* **WHAT TO PRODUCE**: Set down each line of the records once more, precisely, and omit the pictures.

(Beginning of THE DATA)

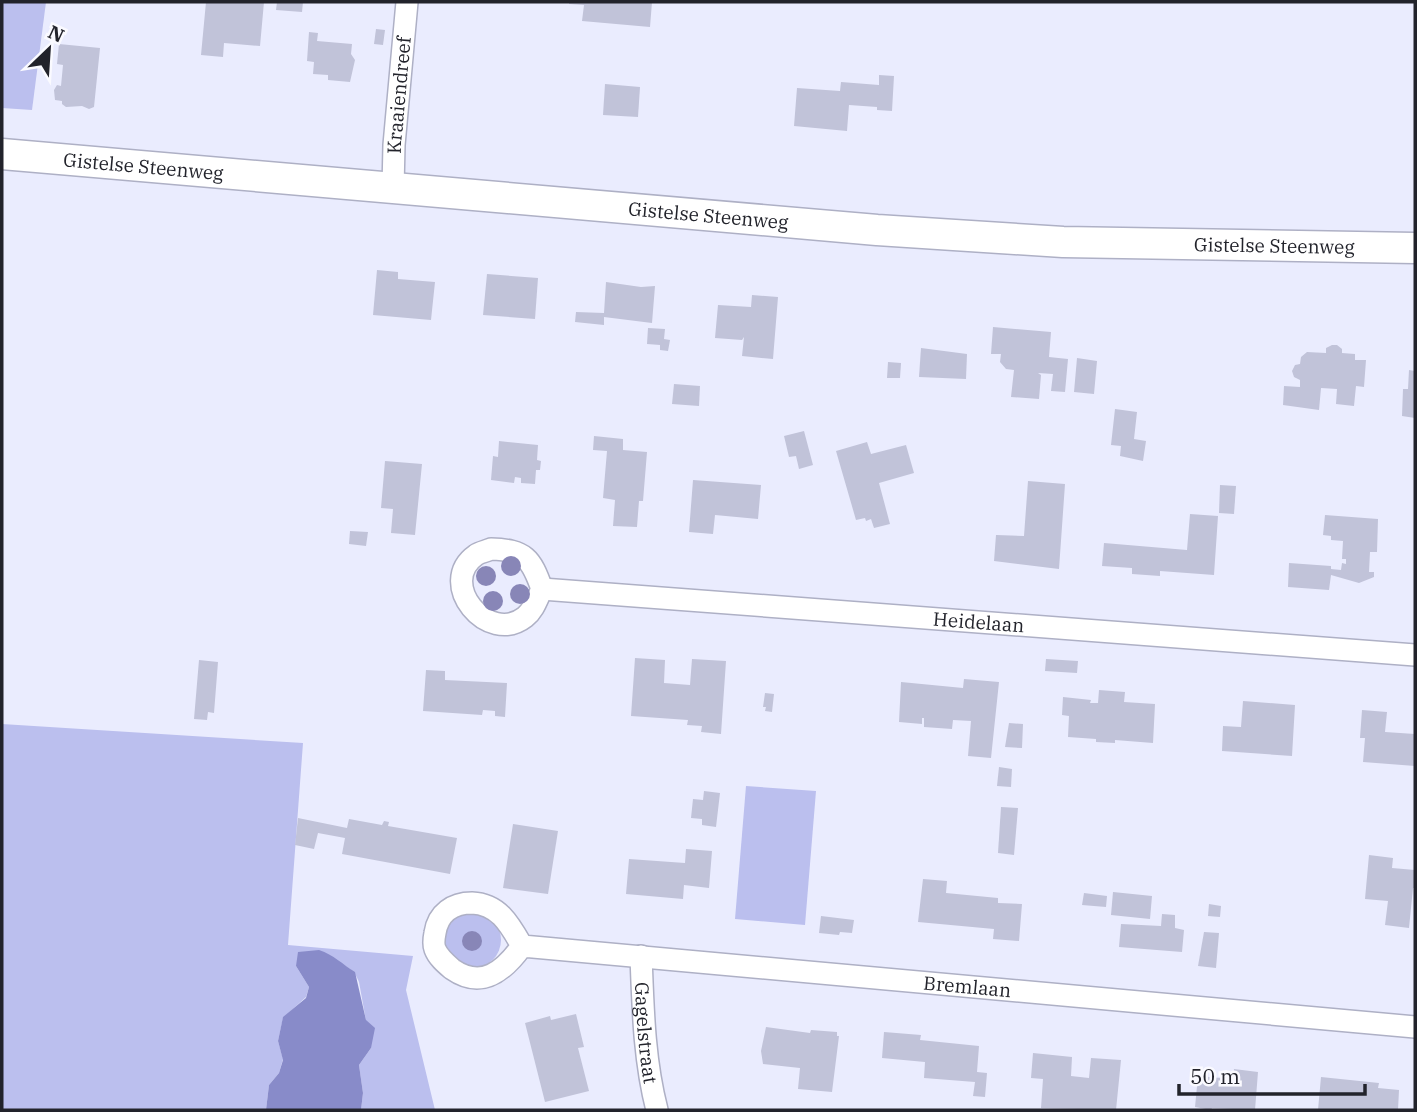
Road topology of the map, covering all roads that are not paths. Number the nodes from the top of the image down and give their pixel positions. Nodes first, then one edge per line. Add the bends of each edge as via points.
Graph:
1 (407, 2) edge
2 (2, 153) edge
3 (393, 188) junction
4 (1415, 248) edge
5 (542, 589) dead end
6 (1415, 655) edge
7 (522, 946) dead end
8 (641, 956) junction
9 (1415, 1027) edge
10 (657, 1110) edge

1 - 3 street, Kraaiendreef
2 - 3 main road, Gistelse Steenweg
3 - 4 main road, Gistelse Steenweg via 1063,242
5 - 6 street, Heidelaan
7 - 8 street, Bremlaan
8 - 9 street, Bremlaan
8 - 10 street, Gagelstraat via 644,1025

(End of THE DATA)

* **ANSWER BELOW**:
Road topology of the map, covering all roads that are not paths. Number the nodes from the top of the image down and give their pixel positions. Nodes first, then one edge per line. Add the bends of each edge as via points.
Graph:
1 (407, 2) edge
2 (2, 153) edge
3 (393, 188) junction
4 (1415, 248) edge
5 (542, 589) dead end
6 (1415, 655) edge
7 (522, 946) dead end
8 (641, 956) junction
9 (1415, 1027) edge
10 (657, 1110) edge

1 - 3 street, Kraaiendreef
2 - 3 main road, Gistelse Steenweg
3 - 4 main road, Gistelse Steenweg via 1063,242
5 - 6 street, Heidelaan
7 - 8 street, Bremlaan
8 - 9 street, Bremlaan
8 - 10 street, Gagelstraat via 644,1025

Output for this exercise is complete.